Judy Tighe marks 20 years leading Jacksonville Main Street
Judy Tighe’s 20 years at Jacksonville Main Street track a downtown comeback: more than 190 businesses, 2,000 parking spaces and an 80% drop in vacancies.

Judy Tighe’s 20-year run at Jacksonville Main Street lands in a downtown that looks far different from the one she found in 2001. What began in a tiny office as a fight to undo decades of decline around the square has become a broad business-revitalization effort centered on more than 190 businesses, more than 300 properties and a Main Street district that now draws shoppers, residents and event crowds to the heart of Jacksonville.
June 18 marked two decades since Tighe joined the organization, and her first major assignment was as practical as it was symbolic: canopy removal. Jacksonville Main Street says it persuaded the city that year to remove the first sections of brick and steel canopies that had obscured historic facades. That work came after urban renewal in the 1970s had led to the demolition of more than 60 buildings, a loss that reshaped the square for years and left downtown with a long recovery ahead.

The numbers now provide a sharper measure of what changed. Jacksonville Main Street says its district spans 44 square blocks, bounded by Beecher, Clay, Lafayette and Church streets, with 107 properties inside the Downtown National Register Historic District and more than 2,000 parking spaces supporting daily traffic and special events. The organization says its development arm, JEZDC, has provided more than $200,000 in project funding for permanent building improvements since 2000, while The Source reported that Jacksonville Main Street has helped grow more than two dozen businesses and cut vacancy rates by 80 percent.
That progress has not come from bricks and loans alone. Over the years, Jacksonville Main Street has backed the Wall Dog Murals projects in 2006 and 2019, the New Life Project residential rehabilitation work, security cameras and free Wi-Fi on the square. The group, founded in 1999, says its annual budget comes about 15% from the City of Jacksonville, less than 20% from donations and the rest from events and fundraisers, underscoring how much downtown upkeep depends on steady local participation.
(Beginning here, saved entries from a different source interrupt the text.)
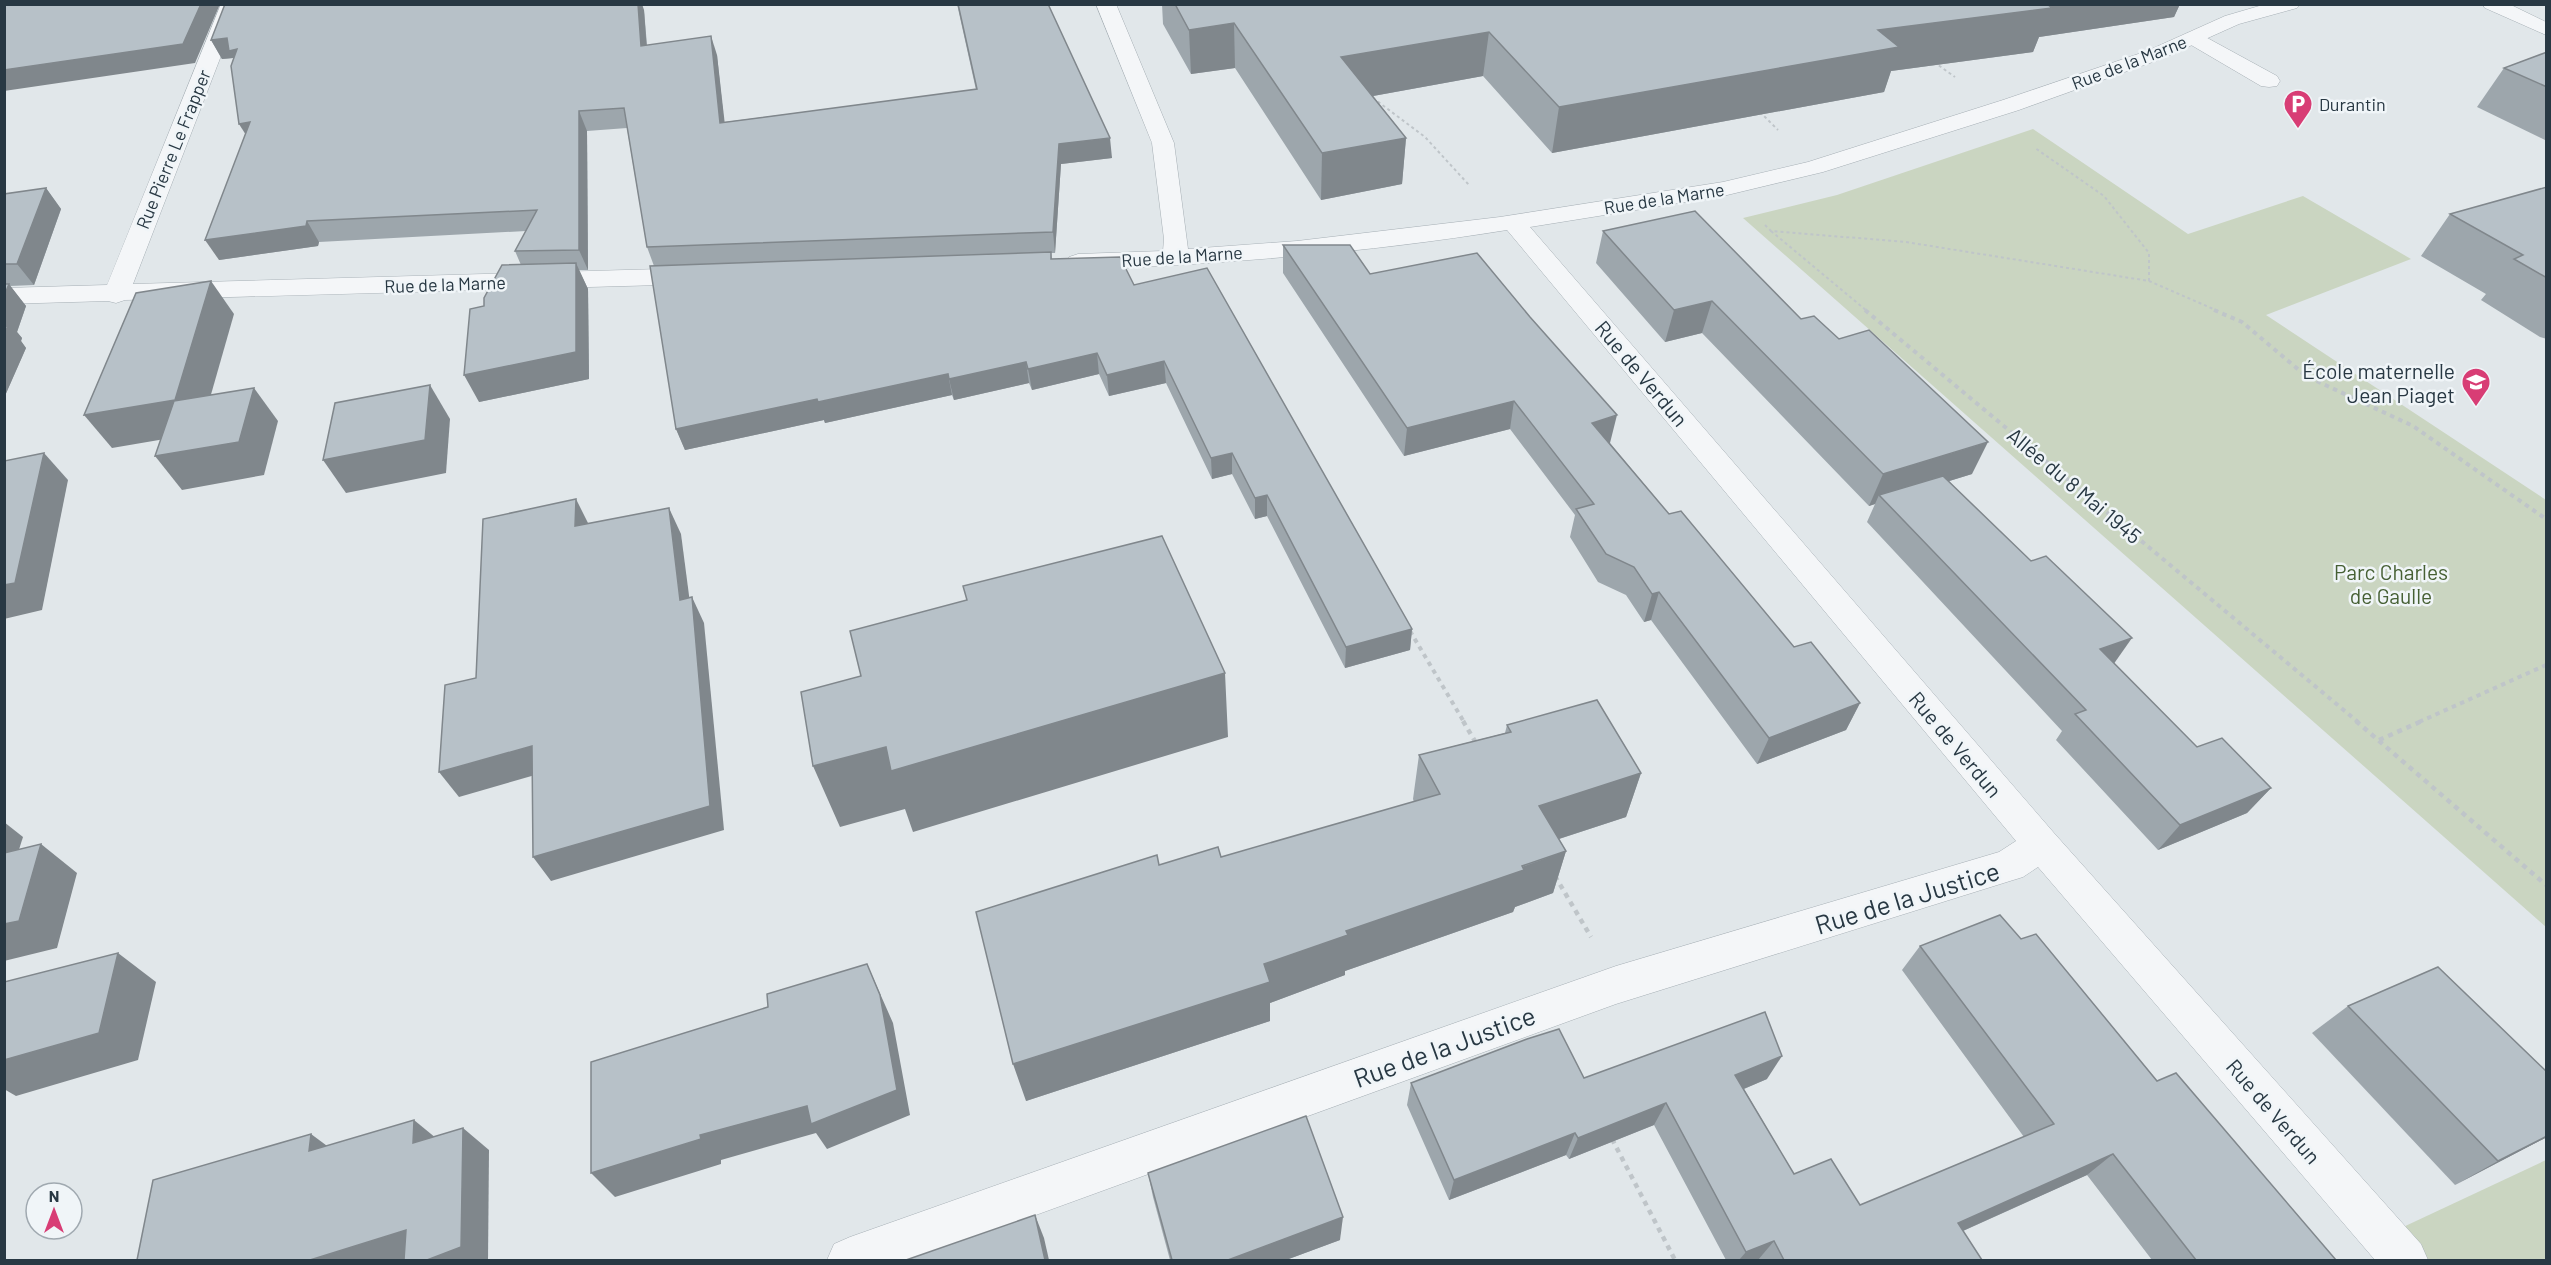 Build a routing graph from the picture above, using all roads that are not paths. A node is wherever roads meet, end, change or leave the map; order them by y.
1 (231, 4) edge
2 (1106, 4) edge
3 (2289, 4) edge
4 (2492, 4) edge
5 (2547, 29) edge
6 (2184, 42) junction
7 (2269, 81) dead end
8 (2245, 87) dead end
9 (1503, 224) junction
10 (1175, 258) junction
11 (1056, 262) edge
12 (724, 275) edge
13 (116, 295) junction
14 (4, 296) edge
15 (2041, 844) junction
16 (850, 1260) edge
17 (2405, 1260) edge

1 - 13 street, Rue Pierre Le Frapper
2 - 10 street
3 - 6 street, Rue de la Marne
4 - 5 street
6 - 7 street
6 - 8 street
6 - 9 street, Rue de la Marne
9 - 10 street, Rue de la Marne
9 - 15 street, Rue de Verdun
10 - 11 street, Rue de la Marne
12 - 13 street, Rue de la Marne
13 - 14 street, Rue de la Marne
15 - 16 street, Rue de la Justice
15 - 17 street, Rue de Verdun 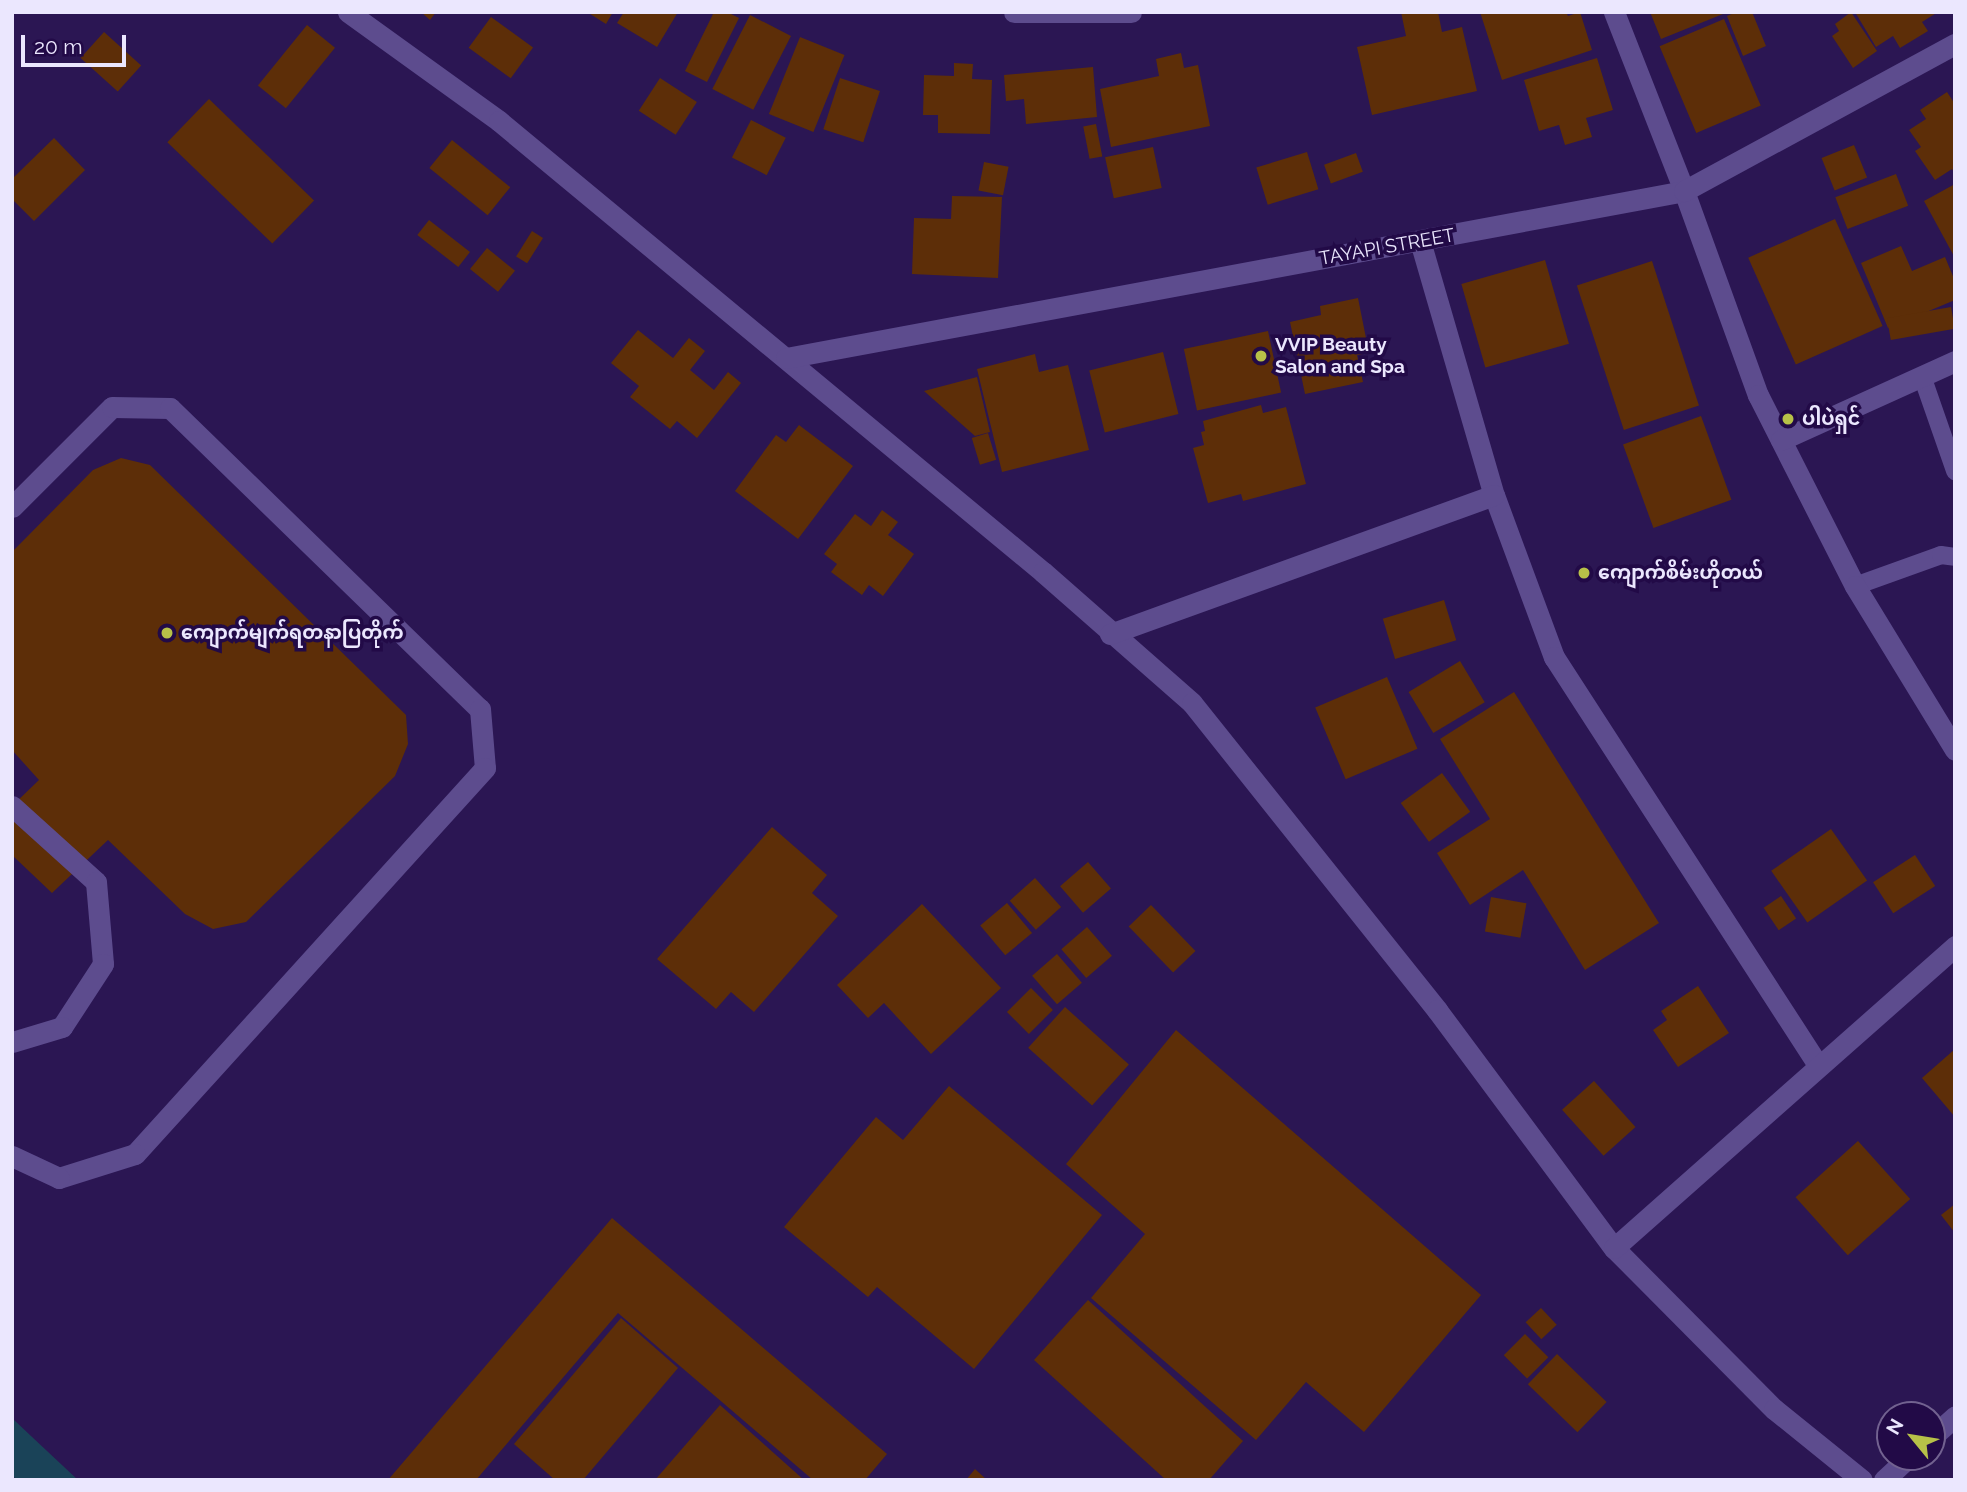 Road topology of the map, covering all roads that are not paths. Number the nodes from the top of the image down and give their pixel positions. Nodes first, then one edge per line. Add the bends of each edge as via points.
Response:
1 (348, 12) edge
2 (1014, 12) edge
3 (1131, 12) edge
4 (1614, 12) edge
5 (1955, 44) edge
6 (1684, 191) junction
7 (1420, 241) junction
8 (786, 358) junction
9 (1955, 361) edge
10 (1922, 376) junction
11 (1781, 440) junction
12 (1955, 471) edge
13 (1494, 495) junction
14 (12, 507) edge
15 (1955, 557) edge
16 (1855, 586) junction
17 (1110, 634) junction
18 (1955, 750) edge
19 (12, 806) edge
20 (1955, 946) edge
21 (12, 1042) edge
22 (1819, 1066) junction
23 (12, 1156) edge
24 (1614, 1248) junction
25 (1862, 1480) edge

1 - 8 street via 499,121
2 - 3 street
4 - 6 street
5 - 6 street, TAYAPI STREET
6 - 7 street, TAYAPI STREET
6 - 11 street via 1758,396
7 - 8 street, TAYAPI STREET
7 - 13 street
8 - 17 street via 1043,572
9 - 10 street
10 - 11 street
10 - 12 lane
11 - 16 street
13 - 17 street
13 - 22 street via 1554,657
14 - 23 street via 112,407 170,408 480,709 485,768 135,1154 59,1178
15 - 16 lane via 1941,555
16 - 18 street
17 - 24 street via 1192,703 1437,1010
19 - 21 street via 96,882 103,964 62,1027
20 - 22 street
22 - 24 street
24 - 25 street via 1774,1409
Tighe’s milestone became a public moment at the June 18 concert downtown, where friends and supporters surprised her with purple shirts and cups marking her two decades of work. Jacksonville Main Street says 2024 was its 25th anniversary, and the organization’s own history reaches back even further, to March 10, 1825, when the city first laid out the public square. Two centuries later, the downtown is still being reshaped by the same basic question Tighe took on in 2001: how to keep the square economically strong, visibly historic and active enough to stay that way.